Da La Repubblica Ed.Napoli del 26 aprile
Le risposte che suggerisce Mariano D’Antonio al titolo del libro da lui curato, “Chi ha cancellato la questione meridionale?” (Rubbettino 2015, euro 15), chiamano in causa responsabili diversi: la crisi economico-sociale, la classe politica che l’ha fatta scomparire dall’agenda di governo, l’abbassamento del sentimenti di coesione tra il Nord e il Sud d’Italia. Certo D’Antonio avrebbe potuto indicare altri volenterosi, anche se a volte incoscienti, rottamatori: per esempio un nutrito gruppo di intellettuali (economisti, filosofi, politologi, storici soprattutto) che, in anni non più tanto recenti, hanno teorizzato “l’obsolescenza”, se non addirittura la scomparsa, della questione meridionale perché hanno considerato ormai superato il dualismo tra Nord e Sud.
L’attenzione di D’Antonio e della sua équipe, formata da Matteo Marini, Sonia Scognamiglio, Annalisa Marini, Antonio Russo, Lucia Cavola, Achille Flora, Giovarmi Laino, Francesco Pastore, Sara Gaudino, Giuseppe Lionello, Roberto Celentano, si concentra su indici alquanto differenti rispetto a quelli adottati dalla Svimez, che misurano il divario tra Nord e Sud col prodotto per abitante, il ruolo della spesa pubblica, il peso delle istituzioni finanziarie nel sostegno degli investimenti privati, il carattere esclusivo del movente del profitto. Uno degli attacchi più frequenti alle politiche per il Mezzogiorno da parte di movimenti e partiti rappresentativi soprattutto dell’ area settentrionale del paese consiste nell’accusa di prelevare più risorse al Nord per darle al Sud: di qui la parola d’ordine della Lega di amministrare in sede regionale il 75 per cento del prelievo. A questo attacco, secondo Mariano D’Antonio, non si può rispondere esclusivamente invocando la povertà e il maggiore fabbisogno del Mezzogiorno. La legittimità del sistema fiscale come più equo redistributore di risorse può fondarsi esclusivamente sul buon governo del territorio e sull’oculata gestione dei servizi.

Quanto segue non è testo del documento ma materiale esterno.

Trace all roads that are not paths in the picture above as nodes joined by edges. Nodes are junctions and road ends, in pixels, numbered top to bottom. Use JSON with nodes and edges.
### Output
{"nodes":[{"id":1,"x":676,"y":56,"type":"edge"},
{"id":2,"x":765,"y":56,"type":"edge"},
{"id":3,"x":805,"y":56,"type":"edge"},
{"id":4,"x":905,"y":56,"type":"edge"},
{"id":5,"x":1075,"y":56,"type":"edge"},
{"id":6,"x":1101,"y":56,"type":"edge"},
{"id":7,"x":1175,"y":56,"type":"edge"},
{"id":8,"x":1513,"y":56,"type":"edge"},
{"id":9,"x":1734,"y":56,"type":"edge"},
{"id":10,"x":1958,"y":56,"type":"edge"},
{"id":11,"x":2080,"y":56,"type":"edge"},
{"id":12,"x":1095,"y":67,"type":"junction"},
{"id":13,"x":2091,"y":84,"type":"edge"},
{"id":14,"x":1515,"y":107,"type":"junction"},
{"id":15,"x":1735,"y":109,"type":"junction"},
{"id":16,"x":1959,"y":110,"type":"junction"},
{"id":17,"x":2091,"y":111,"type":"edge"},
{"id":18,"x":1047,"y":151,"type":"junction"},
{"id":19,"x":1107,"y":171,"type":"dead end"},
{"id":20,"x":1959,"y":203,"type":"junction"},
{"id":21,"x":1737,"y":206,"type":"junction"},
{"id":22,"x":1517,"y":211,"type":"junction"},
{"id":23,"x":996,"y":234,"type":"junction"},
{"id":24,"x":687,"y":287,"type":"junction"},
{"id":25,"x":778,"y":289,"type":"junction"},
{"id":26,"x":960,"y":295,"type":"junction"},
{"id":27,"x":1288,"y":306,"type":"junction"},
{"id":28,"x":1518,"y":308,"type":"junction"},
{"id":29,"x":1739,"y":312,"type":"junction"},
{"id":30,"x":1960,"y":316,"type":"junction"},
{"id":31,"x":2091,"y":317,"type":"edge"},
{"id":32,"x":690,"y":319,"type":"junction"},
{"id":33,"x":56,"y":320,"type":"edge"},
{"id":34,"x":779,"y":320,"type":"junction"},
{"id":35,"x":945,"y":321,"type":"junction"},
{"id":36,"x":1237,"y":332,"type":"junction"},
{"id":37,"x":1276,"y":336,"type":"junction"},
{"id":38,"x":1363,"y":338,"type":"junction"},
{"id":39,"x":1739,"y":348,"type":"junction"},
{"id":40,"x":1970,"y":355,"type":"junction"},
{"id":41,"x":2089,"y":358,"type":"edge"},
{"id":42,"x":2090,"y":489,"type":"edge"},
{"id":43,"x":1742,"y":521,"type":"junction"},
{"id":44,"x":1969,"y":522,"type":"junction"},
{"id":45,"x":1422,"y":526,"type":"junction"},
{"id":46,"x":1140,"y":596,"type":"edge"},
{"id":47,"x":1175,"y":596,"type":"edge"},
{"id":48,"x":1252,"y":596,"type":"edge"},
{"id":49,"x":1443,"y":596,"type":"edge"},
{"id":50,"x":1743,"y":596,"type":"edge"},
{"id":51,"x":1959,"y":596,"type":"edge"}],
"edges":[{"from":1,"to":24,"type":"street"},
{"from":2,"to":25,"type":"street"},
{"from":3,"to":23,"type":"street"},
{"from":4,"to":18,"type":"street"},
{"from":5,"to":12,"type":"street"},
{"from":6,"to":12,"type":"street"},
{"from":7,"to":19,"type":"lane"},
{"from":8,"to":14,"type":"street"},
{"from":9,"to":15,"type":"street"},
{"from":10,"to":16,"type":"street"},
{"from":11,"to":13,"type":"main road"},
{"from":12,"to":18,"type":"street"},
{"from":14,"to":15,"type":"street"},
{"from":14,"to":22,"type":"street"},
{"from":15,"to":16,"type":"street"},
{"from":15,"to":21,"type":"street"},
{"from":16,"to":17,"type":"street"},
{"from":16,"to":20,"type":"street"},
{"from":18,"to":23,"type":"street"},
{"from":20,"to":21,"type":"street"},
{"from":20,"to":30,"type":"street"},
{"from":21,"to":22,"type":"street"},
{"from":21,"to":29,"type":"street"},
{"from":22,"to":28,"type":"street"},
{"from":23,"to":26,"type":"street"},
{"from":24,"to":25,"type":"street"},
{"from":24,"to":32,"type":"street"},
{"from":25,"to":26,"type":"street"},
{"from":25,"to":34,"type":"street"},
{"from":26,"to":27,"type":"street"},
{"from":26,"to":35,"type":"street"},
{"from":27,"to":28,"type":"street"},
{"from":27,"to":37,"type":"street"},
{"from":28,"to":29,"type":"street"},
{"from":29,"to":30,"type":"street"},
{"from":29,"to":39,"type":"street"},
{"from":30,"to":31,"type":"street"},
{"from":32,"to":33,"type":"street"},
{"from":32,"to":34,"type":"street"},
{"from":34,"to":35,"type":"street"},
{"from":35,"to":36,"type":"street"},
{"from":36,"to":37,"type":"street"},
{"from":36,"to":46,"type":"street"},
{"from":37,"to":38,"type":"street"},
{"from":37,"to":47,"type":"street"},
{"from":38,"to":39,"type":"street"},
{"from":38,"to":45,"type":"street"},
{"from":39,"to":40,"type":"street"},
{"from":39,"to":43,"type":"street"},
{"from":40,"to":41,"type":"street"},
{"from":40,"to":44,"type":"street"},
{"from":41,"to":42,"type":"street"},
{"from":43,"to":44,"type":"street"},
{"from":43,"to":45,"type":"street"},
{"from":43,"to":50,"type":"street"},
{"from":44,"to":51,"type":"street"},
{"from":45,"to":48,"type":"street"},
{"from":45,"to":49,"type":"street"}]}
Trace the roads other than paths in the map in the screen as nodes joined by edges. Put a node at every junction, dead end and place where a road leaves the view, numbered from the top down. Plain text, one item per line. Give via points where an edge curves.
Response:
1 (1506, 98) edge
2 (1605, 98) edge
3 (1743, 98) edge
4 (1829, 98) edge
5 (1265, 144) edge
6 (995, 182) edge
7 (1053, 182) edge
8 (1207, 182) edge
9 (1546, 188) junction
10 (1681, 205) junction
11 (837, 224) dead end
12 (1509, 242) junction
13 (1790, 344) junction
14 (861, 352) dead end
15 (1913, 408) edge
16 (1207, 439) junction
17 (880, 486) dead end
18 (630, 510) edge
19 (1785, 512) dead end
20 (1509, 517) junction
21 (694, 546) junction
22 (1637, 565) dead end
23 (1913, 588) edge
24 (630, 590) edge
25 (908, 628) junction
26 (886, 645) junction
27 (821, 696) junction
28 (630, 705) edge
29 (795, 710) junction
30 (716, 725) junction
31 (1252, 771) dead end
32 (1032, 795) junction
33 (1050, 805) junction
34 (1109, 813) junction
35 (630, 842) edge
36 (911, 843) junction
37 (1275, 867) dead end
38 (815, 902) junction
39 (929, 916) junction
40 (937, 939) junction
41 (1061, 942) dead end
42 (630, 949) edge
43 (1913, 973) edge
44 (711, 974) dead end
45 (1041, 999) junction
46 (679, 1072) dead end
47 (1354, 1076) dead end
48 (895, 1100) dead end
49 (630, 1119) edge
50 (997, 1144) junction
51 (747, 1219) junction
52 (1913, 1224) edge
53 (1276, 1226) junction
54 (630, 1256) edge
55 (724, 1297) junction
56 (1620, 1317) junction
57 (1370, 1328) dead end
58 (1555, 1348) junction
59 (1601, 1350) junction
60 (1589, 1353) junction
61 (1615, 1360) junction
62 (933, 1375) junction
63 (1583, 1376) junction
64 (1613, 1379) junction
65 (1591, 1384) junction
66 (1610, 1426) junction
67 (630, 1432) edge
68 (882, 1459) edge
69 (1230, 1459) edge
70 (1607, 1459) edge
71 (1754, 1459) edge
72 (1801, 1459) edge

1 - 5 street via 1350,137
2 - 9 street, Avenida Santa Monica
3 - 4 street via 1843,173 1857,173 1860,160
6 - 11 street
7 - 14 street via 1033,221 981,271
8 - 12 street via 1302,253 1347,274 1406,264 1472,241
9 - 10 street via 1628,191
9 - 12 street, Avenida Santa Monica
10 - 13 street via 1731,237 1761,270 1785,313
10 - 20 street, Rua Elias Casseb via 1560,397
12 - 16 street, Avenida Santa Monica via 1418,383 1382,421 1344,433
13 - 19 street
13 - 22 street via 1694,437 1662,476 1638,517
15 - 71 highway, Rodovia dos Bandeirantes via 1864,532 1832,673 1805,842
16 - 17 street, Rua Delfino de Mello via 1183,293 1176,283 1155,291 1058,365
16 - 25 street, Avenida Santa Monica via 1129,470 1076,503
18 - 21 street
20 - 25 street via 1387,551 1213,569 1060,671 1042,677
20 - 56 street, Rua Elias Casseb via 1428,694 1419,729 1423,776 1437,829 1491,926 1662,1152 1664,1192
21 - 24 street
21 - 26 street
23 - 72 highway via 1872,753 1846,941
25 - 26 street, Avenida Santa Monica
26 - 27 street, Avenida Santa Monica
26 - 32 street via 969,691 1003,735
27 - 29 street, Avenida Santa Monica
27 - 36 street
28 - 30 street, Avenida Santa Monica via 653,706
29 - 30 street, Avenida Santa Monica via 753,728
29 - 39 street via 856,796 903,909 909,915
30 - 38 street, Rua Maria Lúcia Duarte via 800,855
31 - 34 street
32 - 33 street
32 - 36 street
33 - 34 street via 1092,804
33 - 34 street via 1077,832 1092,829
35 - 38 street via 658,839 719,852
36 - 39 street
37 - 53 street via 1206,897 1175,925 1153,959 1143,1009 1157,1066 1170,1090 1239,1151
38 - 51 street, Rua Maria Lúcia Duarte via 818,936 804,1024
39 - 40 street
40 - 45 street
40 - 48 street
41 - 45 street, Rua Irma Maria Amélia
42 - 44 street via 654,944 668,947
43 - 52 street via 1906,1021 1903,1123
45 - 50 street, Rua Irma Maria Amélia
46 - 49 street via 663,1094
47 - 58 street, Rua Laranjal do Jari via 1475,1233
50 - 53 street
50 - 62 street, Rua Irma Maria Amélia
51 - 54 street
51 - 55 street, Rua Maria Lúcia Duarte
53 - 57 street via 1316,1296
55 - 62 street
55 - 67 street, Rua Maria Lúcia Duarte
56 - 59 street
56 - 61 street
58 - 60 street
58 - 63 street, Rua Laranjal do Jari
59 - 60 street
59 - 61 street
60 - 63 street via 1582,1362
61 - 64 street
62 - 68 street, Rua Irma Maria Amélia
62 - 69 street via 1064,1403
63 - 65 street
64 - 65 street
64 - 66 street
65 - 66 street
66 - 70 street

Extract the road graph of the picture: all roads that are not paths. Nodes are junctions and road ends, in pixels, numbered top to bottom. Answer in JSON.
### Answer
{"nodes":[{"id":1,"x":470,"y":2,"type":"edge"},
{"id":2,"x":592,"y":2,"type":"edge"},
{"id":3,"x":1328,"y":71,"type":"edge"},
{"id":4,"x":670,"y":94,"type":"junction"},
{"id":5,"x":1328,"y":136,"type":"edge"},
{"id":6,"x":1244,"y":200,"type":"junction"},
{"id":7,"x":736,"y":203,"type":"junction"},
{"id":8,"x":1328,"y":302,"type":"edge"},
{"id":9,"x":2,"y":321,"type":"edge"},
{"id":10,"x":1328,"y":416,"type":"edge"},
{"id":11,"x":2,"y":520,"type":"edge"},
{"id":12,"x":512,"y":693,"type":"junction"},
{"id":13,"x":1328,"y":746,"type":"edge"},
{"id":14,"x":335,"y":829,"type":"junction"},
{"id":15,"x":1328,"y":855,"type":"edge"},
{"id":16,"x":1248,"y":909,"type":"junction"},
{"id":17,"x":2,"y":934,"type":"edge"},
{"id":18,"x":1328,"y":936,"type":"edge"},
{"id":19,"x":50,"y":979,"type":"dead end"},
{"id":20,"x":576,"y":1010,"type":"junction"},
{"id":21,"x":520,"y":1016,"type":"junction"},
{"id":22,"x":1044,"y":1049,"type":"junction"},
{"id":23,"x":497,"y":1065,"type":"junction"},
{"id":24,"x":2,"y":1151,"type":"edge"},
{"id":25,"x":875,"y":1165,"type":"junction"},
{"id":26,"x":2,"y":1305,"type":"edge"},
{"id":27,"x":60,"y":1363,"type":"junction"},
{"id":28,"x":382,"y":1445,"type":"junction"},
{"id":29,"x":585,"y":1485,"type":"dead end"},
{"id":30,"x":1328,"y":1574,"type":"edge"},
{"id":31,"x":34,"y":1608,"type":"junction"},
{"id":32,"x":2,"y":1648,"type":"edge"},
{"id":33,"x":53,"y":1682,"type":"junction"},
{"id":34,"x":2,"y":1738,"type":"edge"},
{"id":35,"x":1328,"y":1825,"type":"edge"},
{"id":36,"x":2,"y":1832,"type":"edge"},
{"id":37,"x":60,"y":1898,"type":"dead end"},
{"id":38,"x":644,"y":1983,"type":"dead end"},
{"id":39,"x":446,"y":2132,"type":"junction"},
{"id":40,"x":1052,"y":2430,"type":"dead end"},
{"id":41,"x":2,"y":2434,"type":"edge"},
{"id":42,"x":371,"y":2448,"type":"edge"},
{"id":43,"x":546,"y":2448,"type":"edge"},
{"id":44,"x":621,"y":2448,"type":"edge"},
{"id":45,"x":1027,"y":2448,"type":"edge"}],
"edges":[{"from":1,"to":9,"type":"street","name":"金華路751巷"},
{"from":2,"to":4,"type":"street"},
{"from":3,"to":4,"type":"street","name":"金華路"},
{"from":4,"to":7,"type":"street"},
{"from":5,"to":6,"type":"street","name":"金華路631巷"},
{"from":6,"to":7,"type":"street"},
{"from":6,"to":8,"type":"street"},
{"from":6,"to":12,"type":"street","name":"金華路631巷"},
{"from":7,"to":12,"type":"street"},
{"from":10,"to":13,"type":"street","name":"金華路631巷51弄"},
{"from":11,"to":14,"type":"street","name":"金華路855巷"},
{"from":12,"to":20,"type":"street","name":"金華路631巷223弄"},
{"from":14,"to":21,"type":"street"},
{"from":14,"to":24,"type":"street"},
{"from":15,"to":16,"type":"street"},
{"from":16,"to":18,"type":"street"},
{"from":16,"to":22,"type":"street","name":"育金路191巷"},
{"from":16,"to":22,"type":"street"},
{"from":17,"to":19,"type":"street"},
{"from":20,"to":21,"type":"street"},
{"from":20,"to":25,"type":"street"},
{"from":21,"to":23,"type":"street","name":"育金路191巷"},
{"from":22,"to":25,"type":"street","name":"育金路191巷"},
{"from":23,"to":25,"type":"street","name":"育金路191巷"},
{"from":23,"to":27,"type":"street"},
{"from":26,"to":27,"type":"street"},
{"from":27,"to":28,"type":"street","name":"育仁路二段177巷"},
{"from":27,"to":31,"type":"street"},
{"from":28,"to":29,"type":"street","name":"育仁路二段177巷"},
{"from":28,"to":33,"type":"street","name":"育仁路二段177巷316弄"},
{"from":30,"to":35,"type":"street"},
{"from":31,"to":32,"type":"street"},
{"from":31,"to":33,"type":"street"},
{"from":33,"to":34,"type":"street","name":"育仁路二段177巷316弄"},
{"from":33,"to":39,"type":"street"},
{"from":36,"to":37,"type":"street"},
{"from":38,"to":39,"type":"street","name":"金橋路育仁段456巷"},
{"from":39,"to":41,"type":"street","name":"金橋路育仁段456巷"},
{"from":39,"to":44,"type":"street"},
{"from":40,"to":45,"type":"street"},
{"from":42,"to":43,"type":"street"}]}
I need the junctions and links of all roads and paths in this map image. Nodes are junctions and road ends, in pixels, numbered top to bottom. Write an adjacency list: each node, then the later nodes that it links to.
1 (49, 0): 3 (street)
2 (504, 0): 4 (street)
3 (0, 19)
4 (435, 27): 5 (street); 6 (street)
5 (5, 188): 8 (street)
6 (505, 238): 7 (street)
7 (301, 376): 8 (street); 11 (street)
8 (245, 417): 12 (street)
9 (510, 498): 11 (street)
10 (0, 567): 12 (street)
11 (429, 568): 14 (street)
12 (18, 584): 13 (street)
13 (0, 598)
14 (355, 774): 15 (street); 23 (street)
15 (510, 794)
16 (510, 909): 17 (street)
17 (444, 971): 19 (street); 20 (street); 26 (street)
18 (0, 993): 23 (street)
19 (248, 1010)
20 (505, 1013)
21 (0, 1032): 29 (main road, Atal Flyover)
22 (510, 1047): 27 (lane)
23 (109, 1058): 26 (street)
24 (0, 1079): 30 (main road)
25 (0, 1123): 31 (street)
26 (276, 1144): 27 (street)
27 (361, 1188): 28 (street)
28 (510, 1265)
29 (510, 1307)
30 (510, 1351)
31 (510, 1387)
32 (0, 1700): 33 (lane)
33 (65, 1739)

Lo spirito del volume è il rilievo attribuito al capitale sociale come fattore di sviluppo economico e quindi alla sua debolezza come ostacolo allo sviluppo. È il corto circuito tra il debole spirito civico di ampie fasce della popolazione meridionale, l’inefficienza delle istituzioni rappresentative, il fiacco e incapace governo locale. In sostanza gli autori dei saggi contenuti nel volume fanno propria la tesi espressa oltre un ventennio fa, precisamente nel 1993, l’anno dell’elezione diretta dei sindaci, da Robert Putnam. La tesi è stata ripresa poi da indagini più recenti che hanno arricchito con altre domande il questionario proposto da Putnam: rispetto del principio di legalità, efficienza delle istituzioni soprattutto in tema di istruzione e assistenza sanitaria, trasparenza e controllo delle decisioni, livello della corruzione. Dalle risposte dei cittadini risulterebbe che Calabria, Campania, Puglia e Sicilia, fra le duecento regioni europee del campione, sono agli ultimi posti quanto a qualità del governo regionale.
Le esperienze analizzate nel libro prefigurerebbero «un’inversione di rotta nella politica di sviluppo del Mezzogiorno fuoruscendo dal vecchio paradigma, caro ai politici e ad alcuni meridionalisti, di reclamare maggiori, indiscriminati finanziamenti pubblici».
Una cooperativa agroalimentare di successo in Calabria; il microcredito a favore di famiglie e piccole imprese meridionali; il sostegno, per ora solo allo stato embrionale, alla piccola industria; la promozione di imprese sociali; la più oculata gestione dei fondi strutturali europei più che essere esempi di «inversione di rotta», sono tracce di un ottimismo della volontà che stenta a farsi sistema. Bisogna evitare il rischio di mitizzare esperimenti su base locale. Resta ancora assolutamente inattuata l’esigenza di un diverso peso del Mezzogiorno nella politica nazionale, dell’identificazione di una terza via tra il vittimismo del Sud che chiede più trasferimento di risorse, e il sentimento nordista della “Bassa Italia” come “palla al piede”.